You are the gardener

I remember one Spring morning, I woke in a low-energy, ‘yeah, whatever’ kind of mood. The day didn’t feel bright; I didn’t feel particularly zingy; my cat wasn’t particularly cute (and believe me, even on an average day, Dylan is cute as a button).

Not a great start.

I shlumped downstairs, put on coffee – no savouring the rich aroma of the grounds; no anticipatory joy as the machine started gurgling.

And then I pulled up the kitchen blind, and life changed. On the windowsill, my sweet pea seeds had sprouted during the night. So teeny, so tenacious, so nearly-fluorescent green. It was impossible not to smile wide at their little miraculous selves. My whole morning changed.

We contain multitudes

In my practice, we talk about every human being born with the same seeds: the seed of joy, fear, kindness, murderous rage. Each of us tends to be born with some seeds that are naturally strong: for some of us, generosity or joy is easily accessible; others may be quick to anger, or to feel the pull of despair - even as a young child.

But the thing to remember is that we have charge of the garden.

What all the research into neuroplasticity tells us is that where we repeatedly rest our attention becomes a habit and then a trait, which feels like our essential ‘nature’. So the sense of being an anxious person - that feeling of ‘this is just who I am’ - is actually not entirely true. It’s more accurate to say ‘anxiety is a well watered seed in me’.

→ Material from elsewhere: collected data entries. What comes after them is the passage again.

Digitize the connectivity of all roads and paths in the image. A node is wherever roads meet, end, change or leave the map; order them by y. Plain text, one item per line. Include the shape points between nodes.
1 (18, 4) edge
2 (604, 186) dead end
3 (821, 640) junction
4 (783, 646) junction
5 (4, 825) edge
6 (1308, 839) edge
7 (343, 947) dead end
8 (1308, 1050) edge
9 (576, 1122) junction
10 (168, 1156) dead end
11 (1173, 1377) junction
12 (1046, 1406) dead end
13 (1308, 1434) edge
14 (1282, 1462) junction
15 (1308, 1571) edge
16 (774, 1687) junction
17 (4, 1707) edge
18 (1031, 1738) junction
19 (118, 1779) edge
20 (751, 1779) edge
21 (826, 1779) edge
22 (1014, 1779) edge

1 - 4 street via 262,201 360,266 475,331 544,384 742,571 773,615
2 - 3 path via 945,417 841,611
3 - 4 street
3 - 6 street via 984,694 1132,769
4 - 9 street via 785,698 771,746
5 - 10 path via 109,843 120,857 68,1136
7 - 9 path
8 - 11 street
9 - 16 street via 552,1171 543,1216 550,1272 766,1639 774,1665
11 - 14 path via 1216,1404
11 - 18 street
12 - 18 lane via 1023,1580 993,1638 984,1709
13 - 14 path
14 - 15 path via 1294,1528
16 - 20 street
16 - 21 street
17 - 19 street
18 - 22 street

And you can start to cut off its nutrition.

High-quality nutrition

Everything needs to be fed to survive. Every seed needs sufficient conditions to germinate: sun, water, nutritious soil – and time.

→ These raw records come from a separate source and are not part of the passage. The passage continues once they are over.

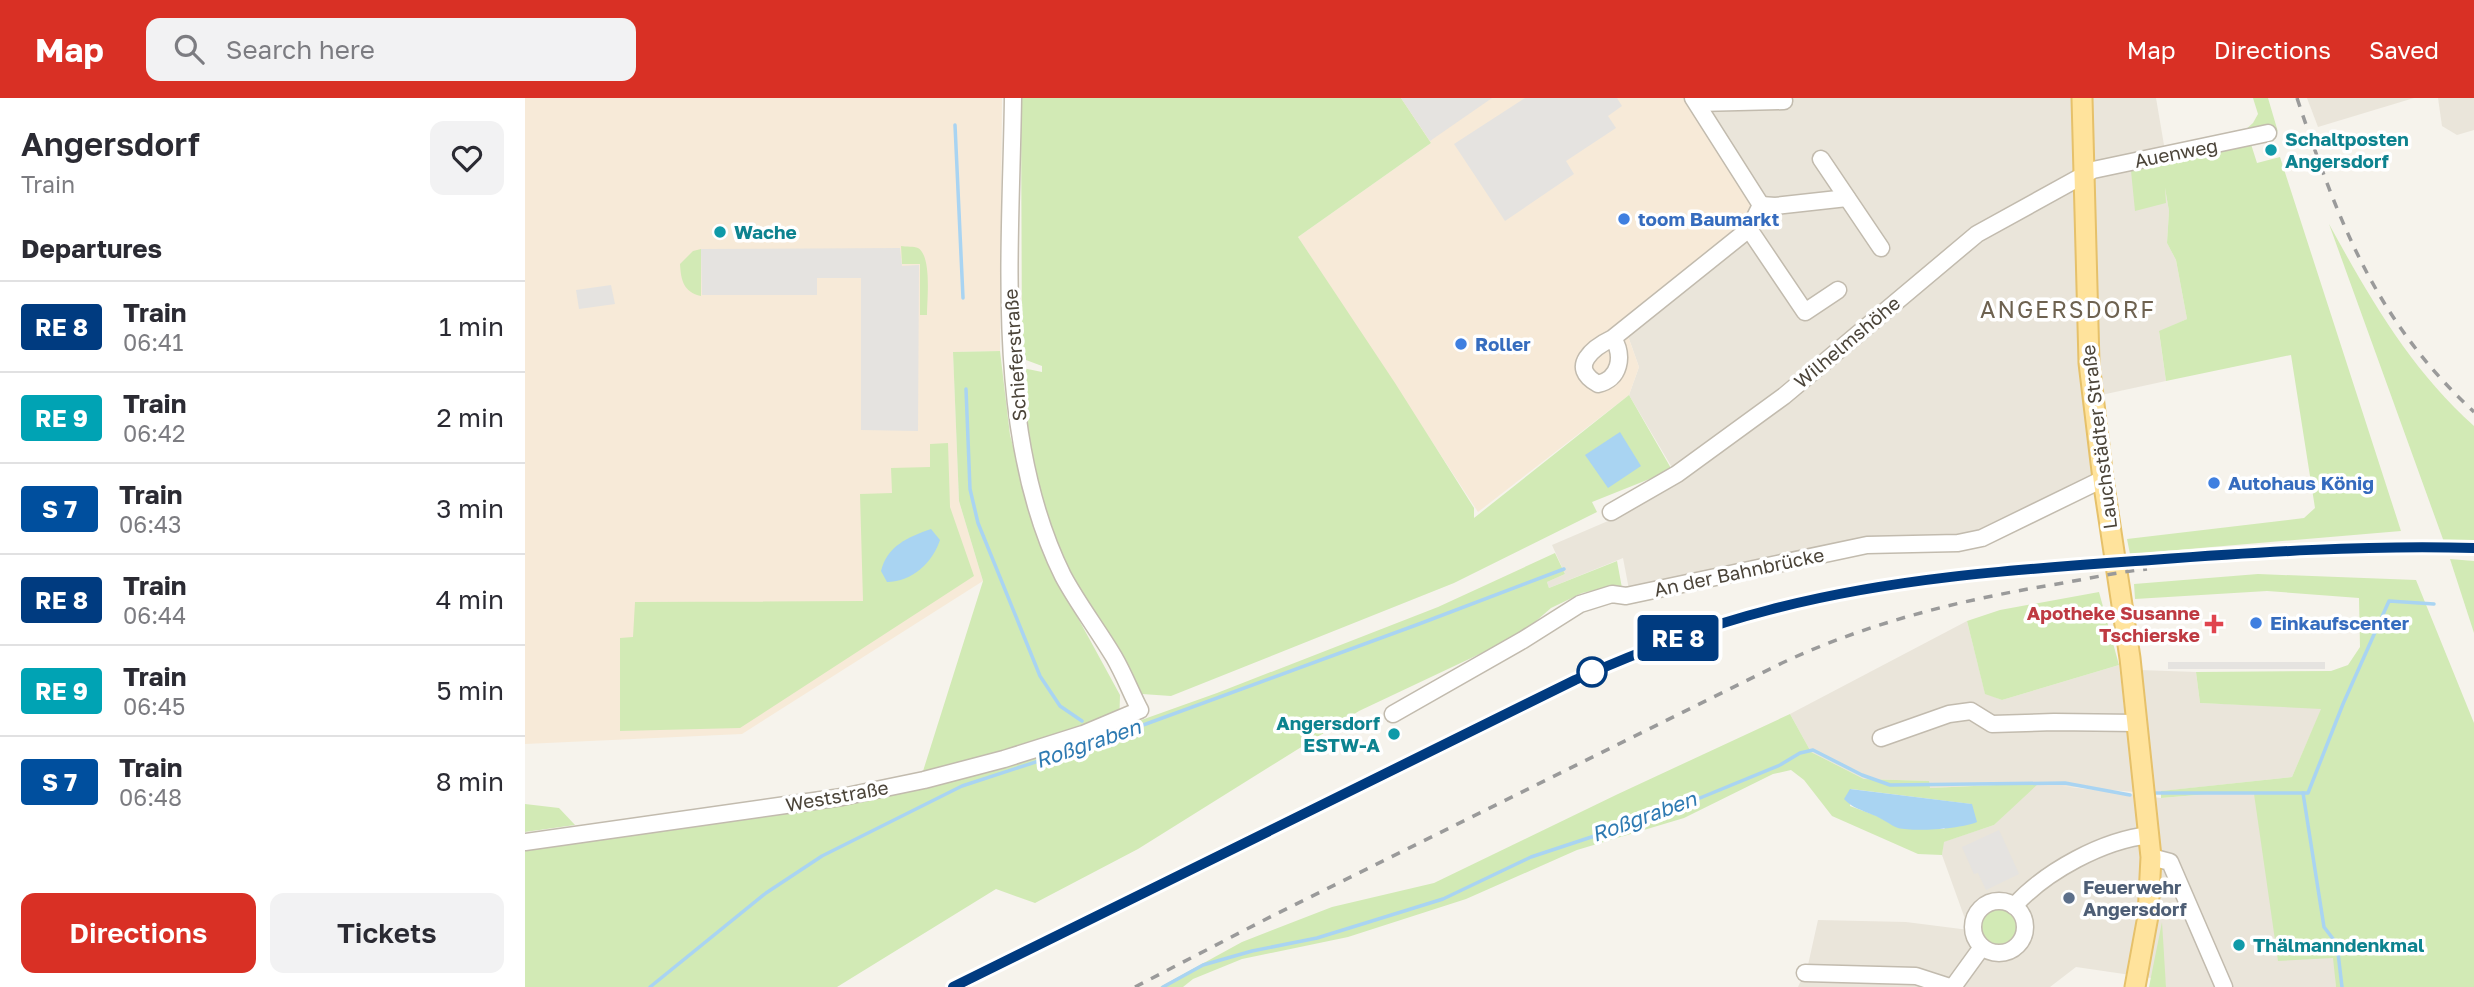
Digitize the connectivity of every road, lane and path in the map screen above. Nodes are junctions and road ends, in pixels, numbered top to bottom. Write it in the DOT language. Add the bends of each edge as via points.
graph roads {
  1 [pos="1013,98"];
  2 [pos="2083,98"];
  3 [pos="1695,101"];
  4 [pos="1784,101"];
  5 [pos="2268,133"];
  6 [pos="1821,159"];
  7 [pos="2085,175"];
  8 [pos="1847,198"];
  9 [pos="1761,205"];
  10 [pos="1749,229"];
  11 [pos="1881,248"];
  12 [pos="1838,290"];
  13 [pos="1613,338"];
  14 [pos="2103,479"];
  15 [pos="1611,512"];
  16 [pos="1140,710"];
  17 [pos="1393,714"];
  18 [pos="2137,723"];
  19 [pos="1881,738"];
  20 [pos="2150,835"];
  21 [pos="525,842"];
  22 [pos="2151,857"];
  23 [pos="2014,906"];
  24 [pos="1982,947"];
  25 [pos="1805,973"];
  26 [pos="1952,987"];
  27 [pos="2135,987"];
  28 [pos="2224,987"];
  1 -- 16 [label="street, Schieferstraße" via="1010,328 1024,455 1063,576 1116,661"];
  2 -- 7 [label="main road, Lauchstädter Straße"];
  3 -- 4 [label="street"];
  3 -- 9 [label="street"];
  5 -- 7 [label="street, Auenweg"];
  6 -- 8 [label="street"];
  7 -- 14 [label="main road, Lauchstädter Straße" via="2088,354"];
  7 -- 15 [label="street, Wilhelmshöhe" via="1977,234 1784,396 1677,474"];
  8 -- 9 [label="street"];
  8 -- 11 [label="street"];
  9 -- 10 [label="street"];
  10 -- 12 [label="street" via="1805,312"];
  10 -- 13 [label="street"];
  14 -- 17 [label="street, An der Bahnbrücke" via="1982,538 1867,545 1626,596 1596,598"];
  14 -- 18 [label="main road, Lauchstädter Straße"];
  16 -- 21 [label="street, Weststraße" via="1083,734 924,780 842,797"];
  18 -- 19 [label="street" via="1991,724 1971,711"];
  18 -- 20 [label="main road, Lauchstädter Straße"];
  20 -- 22 [label="main road, Lauchstädter Straße"];
  20 -- 23 [label="street" via="2121,839 2074,860"];
  22 -- 27 [label="main road, Lauchstädter Straße" via="2148,916"];
  22 -- 28 [label="street" via="2170,862"];
  23 -- 24 [label="street" via="1992,902 1979,911 1973,925"];
  23 -- 24 [label="street" via="2024,920 2022,940 2004,952"];
  24 -- 26 [label="street"];
  25 -- 26 [label="street" via="1916,976"];
}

As Zen Master Thich Nhat Hanh says:

The quality of your life depends on the seeds you water. If you plant tomato seeds in your gardens, tomatoes will grow. Just so, if you water a seed of peace in your mind, peace will grow. When the seeds of happiness in you are watered, you will become happy. When the seed of anger in you is watered, you will become angry. The seeds that are watered frequently are those that will grow strong.
— Thich Nhat Hanh

Over time, we come to understand how we are nourishing our seeds. With every thing we take in, we are eating constantly: every text message, document, programme, conversation, song, landscape, game, radio show. Everything in our environment is a source of nutrition: some are superfoods that nourish us, and some are highly toxic. Some leave us suspicious or isolated; others leave us warm and grateful.

Cultivating with care

With mindfulness, we learn to cultivate with care. A few years back, I started checking in on how I felt before I turned on the radio, and how I felt a few minutes later (spoiler: I was never happier for having listened to the radio).

With this awareness, we can have more care when we’re at risk. Whether it’s a conversation, a person, a thought or an environment, we know when we’re in a more toxic space and we can protect our sense of solidity and peace.

At the same time, we intentionally connect with our wholesome seeds, so that they can gain energy and strength. Those sweet pea seedlings shifted my mood because I'd nourished a sense of wonder for a long time, and so the seed popped up easily. We learn to savour the good stuff, so that when something like anxiety looms, we know that we are more than one emotion. And we can invoke other seeds to take care of us: mindfulness, patience, calm, acceptance, humour. We can conjure an entire garden around that seed of anxiety. It'll revert to its seed-state in time, and meanwhile, we are not alone.

You are the gardener. What are you growing?

Wishing you patience, wisdom and much joy in cultivating with care.